This tells us that, for this particular thread:

  • The current TLAB size is 450 KB (desired_size).
  • There have been four allocations outside of TLAB since the last GV (slow allocs).

Note that the exact logging will vary between JVMs and versions.

5. Tuning TLAB Settings

We’ve already seen what the impact can be from turning TLAB on and off, but what else can we do with it? There are a number of settings that we can adjust by providing JVM parameters when starting our application.

First, let’s actually see how to turn it off. This is done by passing the JVM parameter -XX-UseTLAB. Setting this will stop the JVM from using TLAB and force it to use synchronization on every memory allocation.

We can also leave TLAB enabled but stop it from being resized by setting the JVM parameter -XX:-ResizeTLAB. Doing this will mean that if the TLAB for a given thread fills up, all future allocations will be outside TLAB and require synchronization.

We also have the ability to configure the size of TLAB. We can provide the JVM parameter -XX:TLABSize with a value to use. This defines the suggested initial size that the JVM should use for each TLAB, so it’s the size per thread to allocate. If this is set to 0 – which is the default – then the JVM will dynamically determine how much to allocate per thread based on the current state of the JVM.

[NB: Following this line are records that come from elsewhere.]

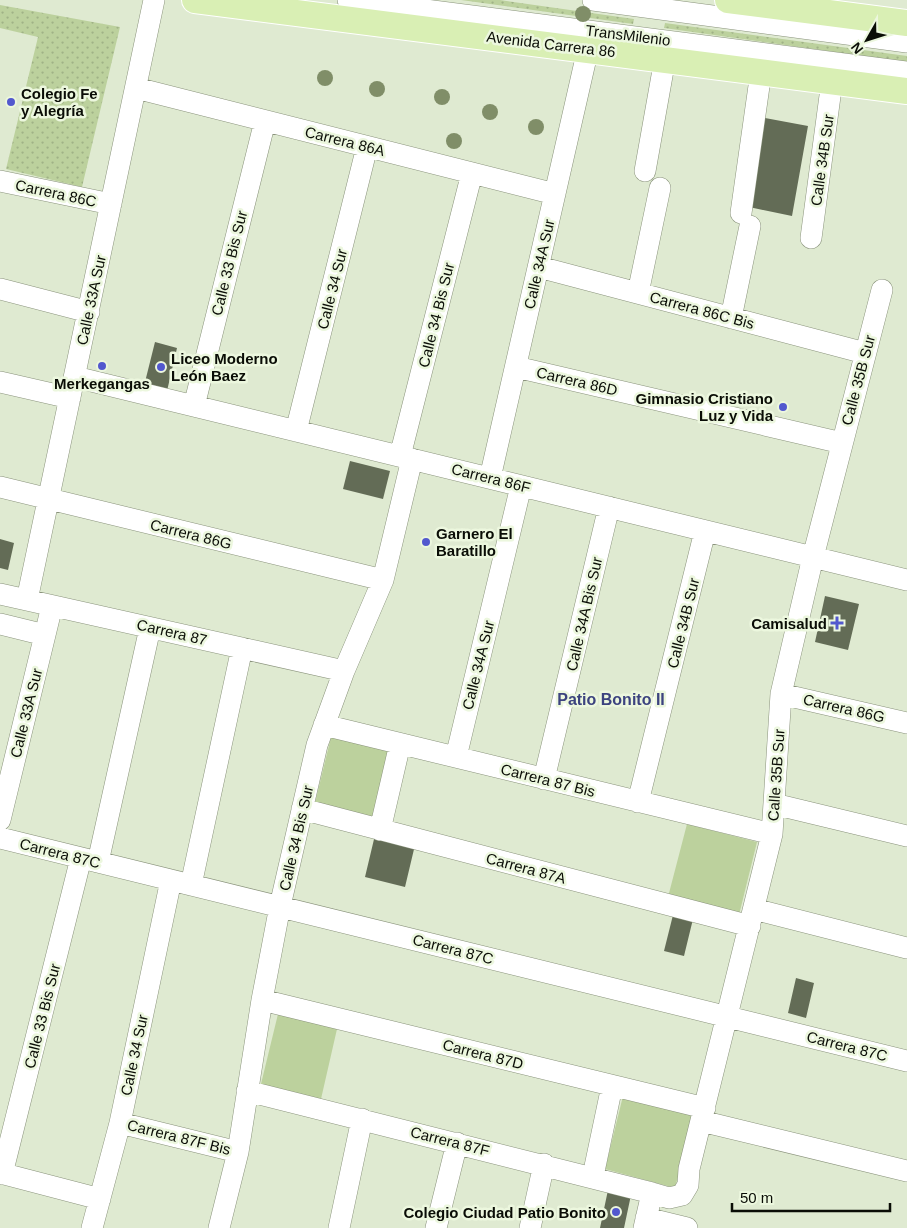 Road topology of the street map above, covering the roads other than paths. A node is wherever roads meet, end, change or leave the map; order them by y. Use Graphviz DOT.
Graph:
graph roads {
  1 [pos="154,0"];
  2 [pos="195,0"];
  3 [pos="348,0"];
  4 [pos="592,0"];
  5 [pos="728,0"];
  6 [pos="907,23"];
  7 [pos="907,42"];
  8 [pos="588,49"];
  9 [pos="665,59"];
  10 [pos="761,72"];
  11 [pos="907,72"];
  12 [pos="832,81"];
  13 [pos="136,88"];
  14 [pos="907,91"];
  15 [pos="265,121"];
  16 [pos="367,147"];
  17 [pos="645,171"];
  18 [pos="472,174"];
  19 [pos="0,182"];
  20 [pos="660,188"];
  21 [pos="555,194"];
  22 [pos="111,204"];
  23 [pos="811,238"];
  24 [pos="539,267"];
  25 [pos="0,289"];
  26 [pos="882,290"];
  27 [pos="638,293"];
  28 [pos="89,312"];
  29 [pos="731,318"];
  30 [pos="865,354"];
  31 [pos="516,367"];
  32 [pos="75,377"];
  33 [pos="0,382"];
  34 [pos="70,398"];
  35 [pos="194,406"];
  36 [pos="296,431"];
  37 [pos="842,443"];
  38 [pos="406,458"];
  39 [pos="490,478"];
  40 [pos="521,486"];
  41 [pos="0,487"];
  42 [pos="49,499"];
  43 [pos="609,507"];
  44 [pos="705,531"];
  45 [pos="812,557"];
  46 [pos="383,580"];
  47 [pos="907,580"];
  48 [pos="0,594"];
  49 [pos="27,600"];
  50 [pos="52,606"];
  51 [pos="0,624"];
  52 [pos="150,628"];
  53 [pos="45,635"];
  54 [pos="242,648"];
  55 [pos="344,671"];
  56 [pos="781,694"];
  57 [pos="907,723"];
  58 [pos="324,725"];
  59 [pos="9,743"];
  60 [pos="400,744"];
  61 [pos="456,758"];
  62 [pos="544,779"];
  63 [pos="638,802"];
  64 [pos="774,804"];
  65 [pos="302,809"];
  66 [pos="0,820"];
  67 [pos="380,830"];
  68 [pos="772,834"];
  69 [pos="907,836"];
  70 [pos="0,838"];
  71 [pos="89,860"];
  72 [pos="181,882"];
  73 [pos="280,906"];
  74 [pos="752,918"];
  75 [pos="907,948"];
  76 [pos="262,1000"];
  77 [pos="727,1016"];
  78 [pos="907,1060"];
  79 [pos="612,1086"];
  80 [pos="247,1091"];
  81 [pos="703,1114"];
  82 [pos="362,1119"];
  83 [pos="120,1123"];
  84 [pos="457,1143"];
  85 [pos="238,1152"];
  86 [pos="544,1164"];
  87 [pos="907,1170"];
  88 [pos="1,1174"];
  89 [pos="593,1176"];
  90 [pos="652,1193"];
  91 [pos="100,1199"];
  92 [pos="645,1223"];
  93 [pos="677,1227"];
  94 [pos="92,1228"];
  95 [pos="219,1228"];
  96 [pos="339,1228"];
  97 [pos="436,1228"];
  98 [pos="530,1228"];
  1 -- 13 [label="street, Calle 33A Sur"];
  2 -- 8 [label="main road, Avenida Carrera 86"];
  3 -- 11 [label="street, TransMilenio"];
  4 -- 7 [label="street, TransMilenio"];
  5 -- 6 [label="main road"];
  8 -- 9 [label="main road, Avenida Carrera 86"];
  8 -- 21 [label="street, Calle 34A Sur"];
  9 -- 10 [label="main road, Avenida Carrera 86"];
  9 -- 17 [label="street"];
  10 -- 12 [label="main road, Avenida Carrera 86"];
  10 -- 29 [label="street"];
  12 -- 14 [label="main road, Avenida Carrera 86"];
  12 -- 23 [label="street, Calle 34B Sur"];
  13 -- 15 [label="street, Carrera 86A"];
  13 -- 22 [label="street, Calle 33A Sur"];
  15 -- 16 [label="street, Carrera 86A"];
  15 -- 35 [label="street, Calle 33 Bis Sur"];
  16 -- 18 [label="street, Carrera 86A"];
  16 -- 36 [label="street, Calle 34 Sur"];
  18 -- 21 [label="street, Carrera 86A"];
  18 -- 38 [label="street, Calle 34 Bis Sur"];
  19 -- 22 [label="street, Carrera 86C"];
  20 -- 27 [label="street"];
  21 -- 24 [label="street, Calle 34A Sur"];
  22 -- 28 [label="street, Calle 33A Sur"];
  24 -- 27 [label="street, Carrera 86C Bis"];
  24 -- 31 [label="street, Calle 34A Sur"];
  25 -- 28 [label="street"];
  26 -- 30 [label="street, Calle 35B Sur"];
  27 -- 29 [label="street, Carrera 86C Bis"];
  28 -- 32 [label="street, Calle 33A Sur"];
  29 -- 30 [label="street, Carrera 86C Bis"];
  30 -- 37 [label="street, Calle 35B Sur"];
  31 -- 37 [label="street, Carrera 86D"];
  31 -- 39 [label="street, Calle 34A Sur"];
  32 -- 34 [label="street, Calle 33A Sur"];
  32 -- 35 [label="street, Carrera 86F"];
  33 -- 34 [label="street"];
  34 -- 42 [label="street, Calle 33A Sur"];
  35 -- 36 [label="street, Carrera 86F"];
  36 -- 38 [label="street, Carrera 86F"];
  37 -- 45 [label="street, Calle 35B Sur"];
  38 -- 39 [label="street, Carrera 86F"];
  38 -- 46 [label="street, Calle 34 Bis Sur"];
  39 -- 40 [label="street, Carrera 86F"];
  40 -- 43 [label="street, Carrera 86F"];
  40 -- 61 [label="street, Calle 34A Sur"];
  41 -- 42 [label="street, Carrera 86G"];
  42 -- 46 [label="street, Carrera 86G"];
  42 -- 49 [label="street, Calle 33A Sur"];
  43 -- 44 [label="street, Carrera 86F"];
  43 -- 62 [label="street, Calle 34A Bis Sur"];
  44 -- 45 [label="street, Carrera 86F"];
  44 -- 63 [label="street, Calle 34B Sur"];
  45 -- 47 [label="street, Carrera 86F"];
  45 -- 56 [label="street, Calle 35B Sur"];
  46 -- 55 [label="street, Calle 34 Bis Sur"];
  48 -- 49 [label="street, Carrera 87"];
  49 -- 50 [label="street, Carrera 87"];
  50 -- 52 [label="street, Carrera 87"];
  50 -- 53 [label="street, Calle 33A Sur"];
  51 -- 53 [label="street"];
  52 -- 54 [label="street, Carrera 87"];
  52 -- 71 [label="street, Calle 33 Bis Sur"];
  53 -- 59 [label="street, Calle 33A Sur"];
  54 -- 55 [label="street, Carrera 87"];
  54 -- 72 [label="street, Calle 34 Sur"];
  55 -- 58 [label="street, Calle 34 Bis Sur"];
  56 -- 57 [label="street, Carrera 86G"];
  56 -- 64 [label="street, Calle 35B Sur"];
  58 -- 60 [label="street, Carrera 87 Bis"];
  58 -- 65 [label="street, Calle 34 Bis Sur"];
  59 -- 66 [label="street, Calle 33A Sur"];
  60 -- 61 [label="street, Carrera 87 Bis"];
  60 -- 67 [label="street"];
  61 -- 62 [label="street, Carrera 87 Bis"];
  62 -- 63 [label="street, Carrera 87 Bis"];
  63 -- 68 [label="street, Carrera 87 Bis"];
  64 -- 68 [label="street, Calle 35B Sur"];
  64 -- 69 [label="street"];
  65 -- 67 [label="street, Carrera 87A"];
  65 -- 73 [label="street, Calle 34 Bis Sur"];
  67 -- 74 [label="street, Carrera 87A"];
  68 -- 74 [label="street, Calle 35B Sur"];
  70 -- 71 [label="street, Carrera 87C"];
  71 -- 72 [label="street, Carrera 87C"];
  71 -- 88 [label="street, Calle 33 Bis Sur"];
  72 -- 73 [label="street, Carrera 87C"];
  72 -- 83 [label="street, Calle 34 Sur"];
  73 -- 76 [label="street, Calle 34 Bis Sur"];
  73 -- 77 [label="street, Carrera 87C"];
  74 -- 75 [label="street, Carrera 87A"];
  74 -- 77 [label="street, Calle 35B Sur"];
  76 -- 79 [label="street, Carrera 87D"];
  76 -- 80 [label="street, Calle 34 Bis Sur"];
  77 -- 78 [label="street, Carrera 87C"];
  77 -- 81 [label="street, Calle 35B Sur"];
  79 -- 81 [label="street, Carrera 87D"];
  79 -- 89 [label="street"];
  80 -- 82 [label="street, Carrera 87F"];
  80 -- 85 [label="street, Calle 34 Bis Sur"];
  81 -- 87 [label="street, Carrera 87D"];
  81 -- 90 [label="street, Calle 35B Sur"];
  82 -- 84 [label="street, Carrera 87F"];
  82 -- 96 [label="street"];
  83 -- 85 [label="street, Carrera 87F Bis"];
  83 -- 91 [label="street, Calle 34 Sur"];
  84 -- 86 [label="street, Carrera 87F"];
  84 -- 97 [label="street"];
  85 -- 95 [label="street, Calle 34 Bis Sur"];
  86 -- 89 [label="street, Carrera 87F"];
  86 -- 98 [label="street"];
  88 -- 91 [label="street"];
  89 -- 90 [label="street, Carrera 87F"];
  90 -- 92 [label="street"];
  91 -- 94 [label="street, Calle 34 Sur"];
  92 -- 93 [label="street"];
} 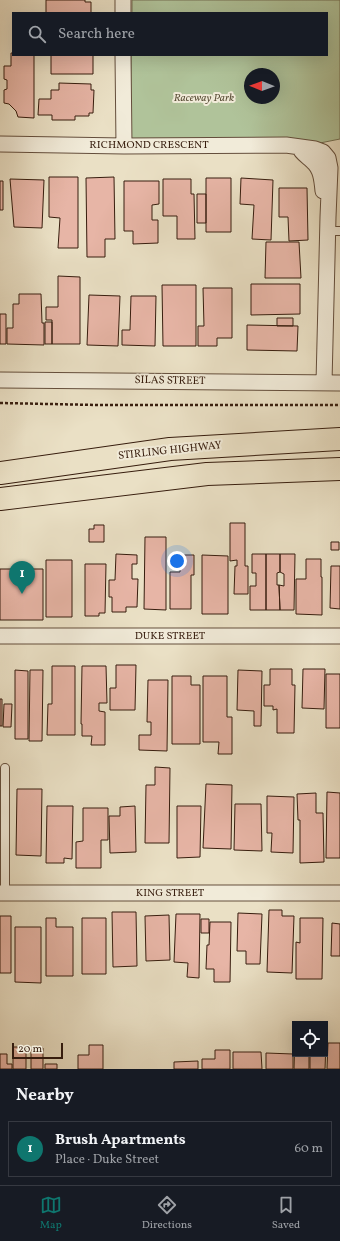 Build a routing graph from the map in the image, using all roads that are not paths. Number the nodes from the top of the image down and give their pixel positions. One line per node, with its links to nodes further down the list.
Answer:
1 (123, 0): 2 (street)
2 (123, 12)
3 (123, 56): 5 (street)
4 (0, 144): 5 (street, RICHMOND CRESCENT)
5 (124, 146): 6 (street, RICHMOND CRESCENT)
6 (299, 147): 7 (street, RICHMOND CRESCENT); 8 (street)
7 (334, 157): 8 (street)
8 (332, 226): 10 (street)
9 (0, 380): 10 (street, SILAS STREET)
10 (324, 383): 11 (street, SILAS STREET)
11 (340, 383)
12 (340, 439): 14 (highway, STIRLING HIGHWAY)
13 (340, 469): 15 (highway)
14 (0, 473)
15 (0, 498)
16 (0, 636): 17 (street, DUKE STREET)
17 (340, 636)
18 (5, 768): 19 (lane)
19 (3, 893): 20 (street, KING STREET)
20 (340, 893)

We can also specify -XX:MinTLABSize to give a lower limit on what the TLAB size for each thread should be for cases where we’re allowing the JVM to dynamically determine the size. We also have -XX:MaxTLABSize as the upper limit on what the TLAB can grow to for each thread.

All of these settings have sensible defaults already, and it’s usually best to just use these, but if we find there are problems, we do have a level of control.

6. Summary

In this article, we’ve seen what Thread-Local Allocation Buffers are, how they’re used, and how we can manage them. Next time you have any performance issues with your application, consider if this could be something to investigate.